» What is expected: Your answer should consist of each line below that includes the word "graph".

Records from a data collection
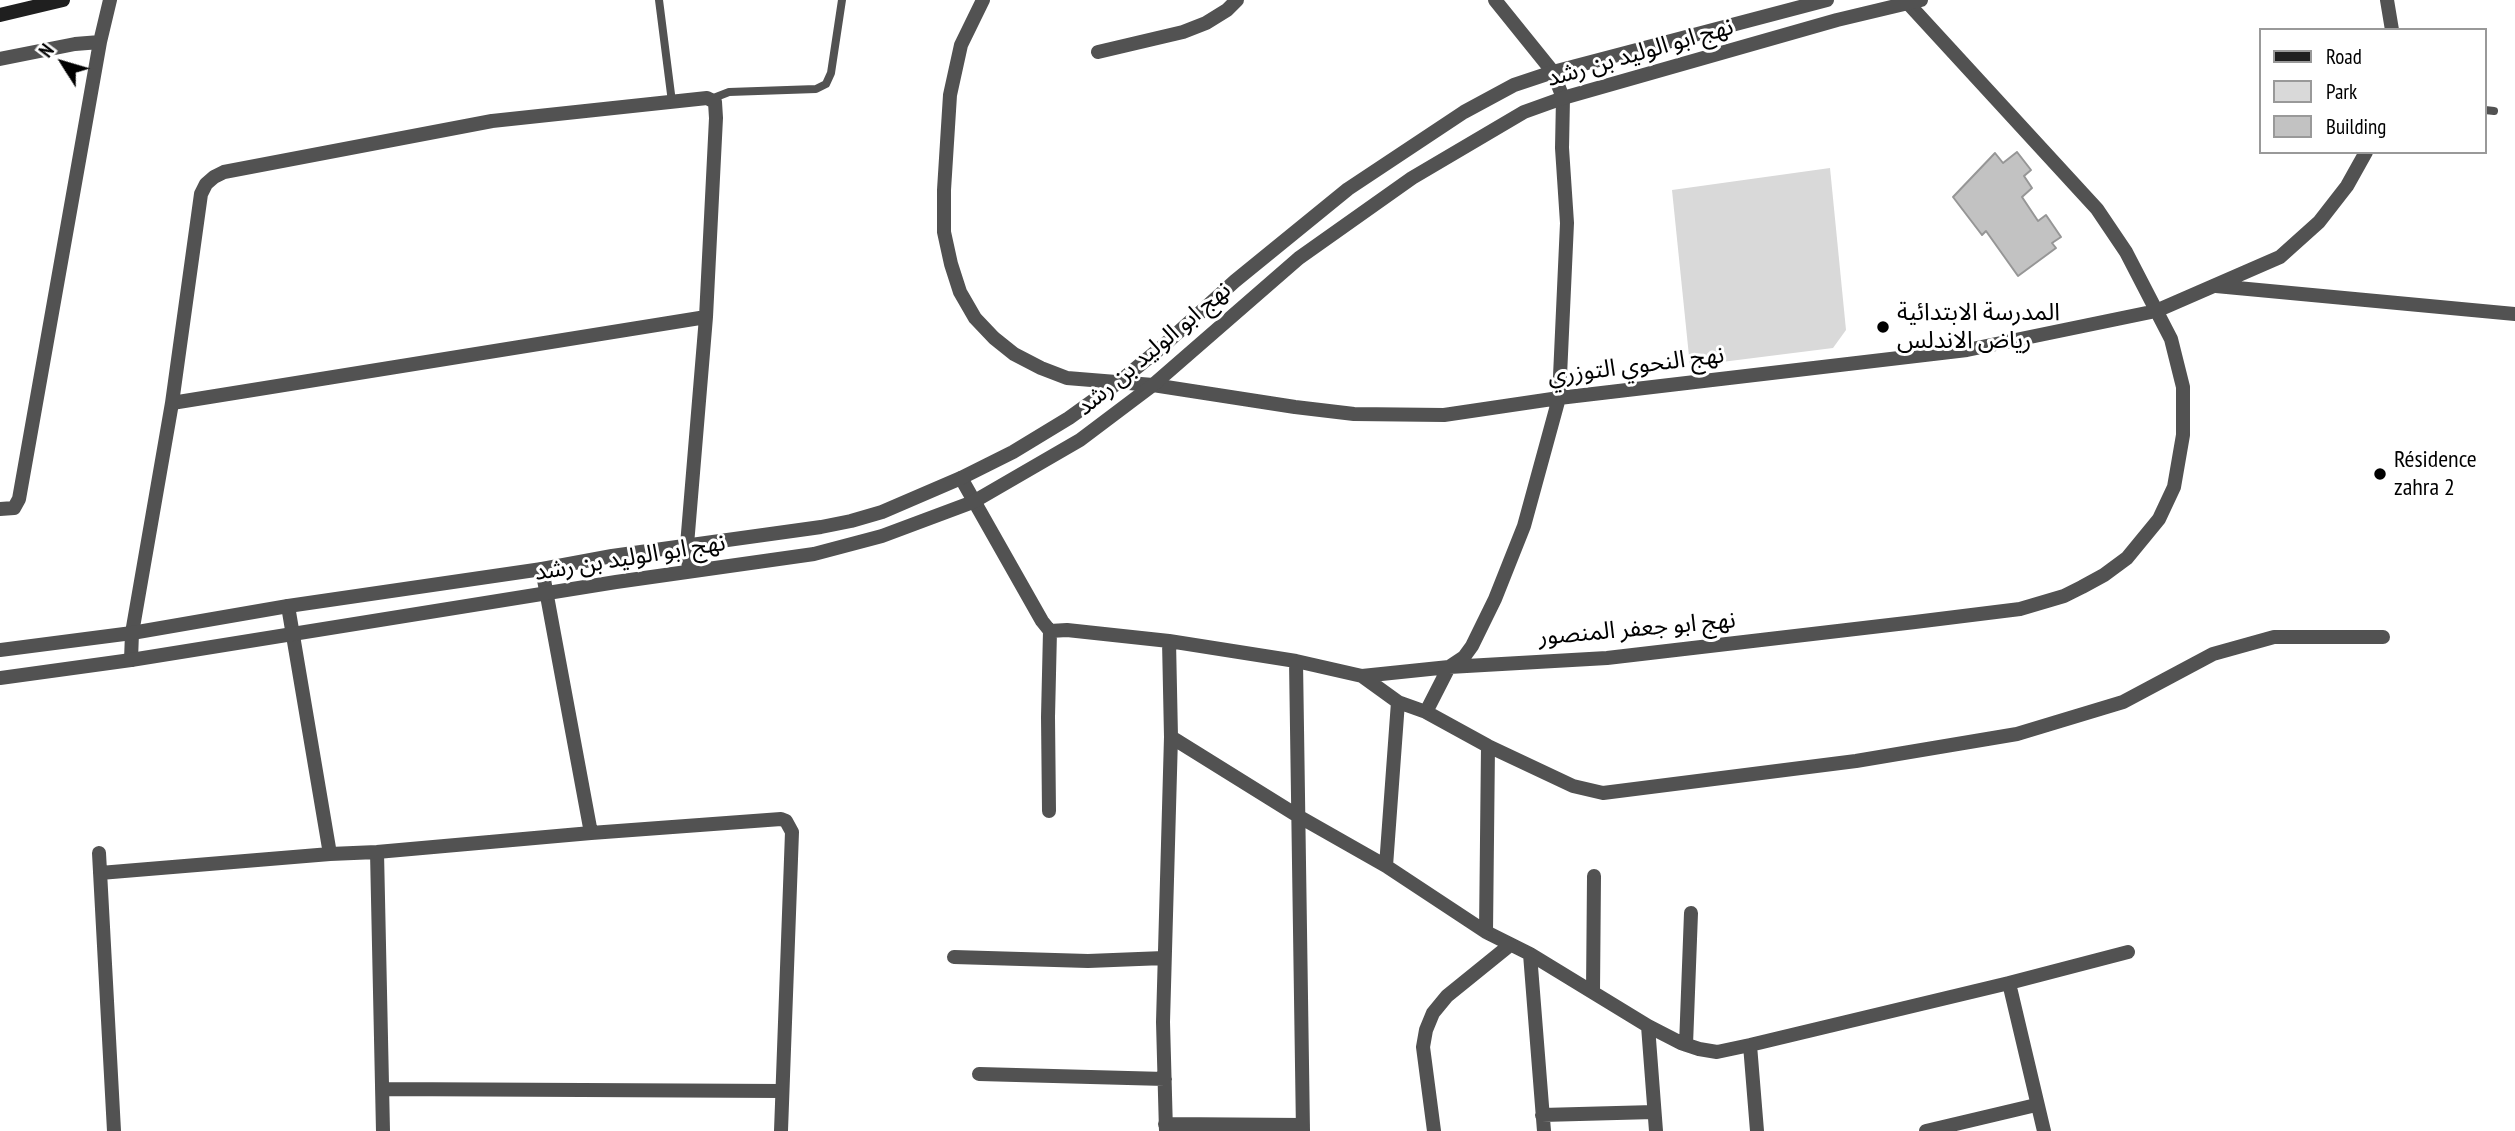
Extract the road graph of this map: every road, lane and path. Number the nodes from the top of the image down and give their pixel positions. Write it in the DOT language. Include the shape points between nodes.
graph roads {
  1 [pos="63,0"];
  2 [pos="110,0"];
  3 [pos="659,0"];
  4 [pos="842,0"];
  5 [pos="983,0"];
  6 [pos="1237,0"];
  7 [pos="1495,0"];
  8 [pos="1827,0"];
  9 [pos="2387,0"];
  10 [pos="1911,1"];
  11 [pos="0,15"];
  12 [pos="2392,28"];
  13 [pos="100,42"];
  14 [pos="1098,52"];
  15 [pos="0,59"];
  16 [pos="1553,72"];
  17 [pos="1563,98"];
  18 [pos="711,99"];
  19 [pos="672,102"];
  20 [pos="2365,154"];
  21 [pos="2215,286"];
  22 [pos="2156,311"];
  23 [pos="2515,314"];
  24 [pos="706,317"];
  25 [pos="1119,382"];
  26 [pos="1153,385"];
  27 [pos="1559,398"];
  28 [pos="172,403"];
  29 [pos="961,478"];
  30 [pos="972,502"];
  31 [pos="0,509"];
  32 [pos="687,545"];
  33 [pos="542,569"];
  34 [pos="690,570"];
  35 [pos="546,595"];
  36 [pos="288,606"];
  37 [pos="1050,631"];
  38 [pos="132,633"];
  39 [pos="292,633"];
  40 [pos="2383,637"];
  41 [pos="1169,641"];
  42 [pos="0,650"];
  43 [pos="131,660"];
  44 [pos="1296,662"];
  45 [pos="1449,667"];
  46 [pos="1362,676"];
  47 [pos="0,678"];
  48 [pos="1398,702"];
  49 [pos="1426,712"];
  50 [pos="1171,737"];
  51 [pos="1488,746"];
  52 [pos="1049,811"];
  53 [pos="1298,816"];
  54 [pos="591,832"];
  55 [pos="377,852"];
  56 [pos="99,853"];
  57 [pos="330,854"];
  58 [pos="1385,866"];
  59 [pos="100,873"];
  60 [pos="1594,876"];
  61 [pos="1691,914"];
  62 [pos="1486,933"];
  63 [pos="1510,945"];
  64 [pos="2128,952"];
  65 [pos="1530,954"];
  66 [pos="954,957"];
  67 [pos="1164,958"];
  68 [pos="2009,983"];
  69 [pos="1593,992"];
  70 [pos="1648,1026"];
  71 [pos="1686,1045"];
  72 [pos="1750,1045"];
  73 [pos="979,1074"];
  74 [pos="1165,1079"];
  75 [pos="382,1089"];
  76 [pos="782,1091"];
  77 [pos="2036,1105"];
  78 [pos="1654,1112"];
  79 [pos="1542,1115"];
  80 [pos="1165,1128"];
  81 [pos="1303,1128"];
  82 [pos="114,1131"];
  83 [pos="383,1131"];
  84 [pos="781,1131"];
  85 [pos="1434,1131"];
  86 [pos="1544,1131"];
  87 [pos="1656,1131"];
  88 [pos="1758,1131"];
  89 [pos="1926,1131"];
  90 [pos="2044,1131"];
  1 -- 11 [label="main road"];
  2 -- 13 [label="street"];
  3 -- 19 [label="lane"];
  4 -- 18 [label="lane" via="826,84 816,89 729,92"];
  5 -- 25 [label="street, نهج النحوي التوزري" via="961,46 945,149 944,232 960,292 975,318 1014,354 1067,378"];
  6 -- 14 [label="street" via="1206,23 1183,32"];
  7 -- 16 [label="street"];
  8 -- 16 [label="street, نهج ابو الوليد بن رشد"];
  9 -- 12 [label="street"];
  10 -- 17 [label="street, نهج ابو الوليد بن رشد"];
  10 -- 22 [label="street, نهج ابو جعفر المنصور" via="2097,209 2126,252"];
  13 -- 15 [label="street"];
  13 -- 31 [label="street" via="19,499 14,508"];
  16 -- 17 [label="street"];
  16 -- 25 [label="street, نهج ابو الوليد بن رشد" via="1514,85 1464,112 1348,189"];
  17 -- 26 [label="street, نهج ابو الوليد بن رشد" via="1524,112 1412,177 1299,258"];
  17 -- 27 [label="street" via="1567,223"];
  18 -- 19 [label="street"];
  18 -- 24 [label="street" via="717,111"];
  19 -- 28 [label="street" via="492,121 214,177 201,194"];
  20 -- 21 [label="street, نهج النحوي التوزري" via="2347,187 2319,222 2280,257"];
  21 -- 22 [label="street, نهج النحوي التوزري"];
  21 -- 23 [label="street"];
  22 -- 27 [label="street, نهج النحوي التوزري" via="1967,350"];
  22 -- 45 [label="street, نهج ابو جعفر المنصور" via="2171,339 2183,387 2183,435 2174,487 2160,519 2127,558 2104,576 2020,609 1607,657"];
  24 -- 28 [label="street"];
  24 -- 32 [label="street"];
  25 -- 26 [label="street, نهج النحوي التوزري"];
  25 -- 29 [label="street, نهج ابو الوليد بن رشد" via="1047,432"];
  26 -- 27 [label="street, نهج النحوي التوزري" via="1295,407 1402,416 1444,415"];
  26 -- 30 [label="street, نهج ابو الوليد بن رشد" via="1080,440"];
  27 -- 45 [label="street" via="1524,526 1495,599 1472,646"];
  28 -- 38 [label="street"];
  29 -- 30 [label="street"];
  29 -- 32 [label="street, نهج ابو الوليد بن رشد" via="851,522"];
  30 -- 34 [label="street, نهج ابو الوليد بن رشد" via="847,547"];
  30 -- 37 [label="street"];
  32 -- 33 [label="street, نهج ابو الوليد بن رشد"];
  32 -- 34 [label="street"];
  33 -- 35 [label="street"];
  33 -- 36 [label="street, نهج ابو الوليد بن رشد"];
  34 -- 35 [label="street, نهج ابو الوليد بن رشد"];
  35 -- 39 [label="street, نهج ابو الوليد بن رشد"];
  35 -- 54 [label="street"];
  36 -- 38 [label="street, نهج ابو الوليد بن رشد"];
  36 -- 39 [label="street"];
  37 -- 41 [label="street, نهج ابو جعفر المنصور"];
  37 -- 52 [label="street"];
  38 -- 42 [label="street, نهج ابو الوليد بن رشد"];
  38 -- 43 [label="street"];
  39 -- 43 [label="street, نهج ابو الوليد بن رشد"];
  39 -- 57 [label="street"];
  40 -- 51 [label="street" via="2274,637 2213,654 2123,702 2017,734 1856,761 1603,793 1573,786"];
  41 -- 44 [label="street, نهج ابو جعفر المنصور"];
  41 -- 50 [label="street"];
  43 -- 47 [label="street, نهج ابو الوليد بن رشد"];
  44 -- 46 [label="street, نهج ابو جعفر المنصور"];
  44 -- 53 [label="street"];
  45 -- 46 [label="street, نهج ابو جعفر المنصور"];
  45 -- 49 [label="street"];
  46 -- 48 [label="street"];
  48 -- 49 [label="street"];
  48 -- 58 [label="street"];
  49 -- 51 [label="street"];
  50 -- 53 [label="street"];
  50 -- 67 [label="street"];
  51 -- 62 [label="street"];
  53 -- 58 [label="street"];
  53 -- 81 [label="street"];
  54 -- 55 [label="street"];
  54 -- 76 [label="street" via="781,819 789,824"];
  55 -- 57 [label="street"];
  55 -- 75 [label="street"];
  56 -- 59 [label="street"];
  57 -- 59 [label="street"];
  58 -- 62 [label="street"];
  59 -- 82 [label="street"];
  60 -- 69 [label="street"];
  61 -- 71 [label="street"];
  62 -- 63 [label="street"];
  63 -- 65 [label="street"];
  63 -- 85 [label="street" via="1447,996 1426,1030 1423,1047"];
  64 -- 68 [label="street"];
  65 -- 69 [label="street"];
  65 -- 79 [label="street"];
  66 -- 67 [label="street"];
  67 -- 74 [label="street"];
  68 -- 72 [label="street"];
  68 -- 77 [label="street"];
  69 -- 70 [label="street"];
  70 -- 71 [label="street"];
  70 -- 78 [label="street"];
  71 -- 72 [label="street" via="1717,1052"];
  72 -- 88 [label="street"];
  73 -- 74 [label="street"];
  74 -- 80 [label="street"];
  75 -- 76 [label="street"];
  75 -- 83 [label="street"];
  76 -- 84 [label="street"];
  77 -- 89 [label="street"];
  77 -- 90 [label="street"];
  78 -- 79 [label="street"];
  78 -- 87 [label="street"];
  79 -- 86 [label="street"];
  80 -- 81 [label="street"];
}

» The answer:
Extract the road graph of this map: every road, lane and path. Number the nodes from the top of the image down and give their pixel positions. Write it in the DOT language. Include the shape points between nodes.
graph roads {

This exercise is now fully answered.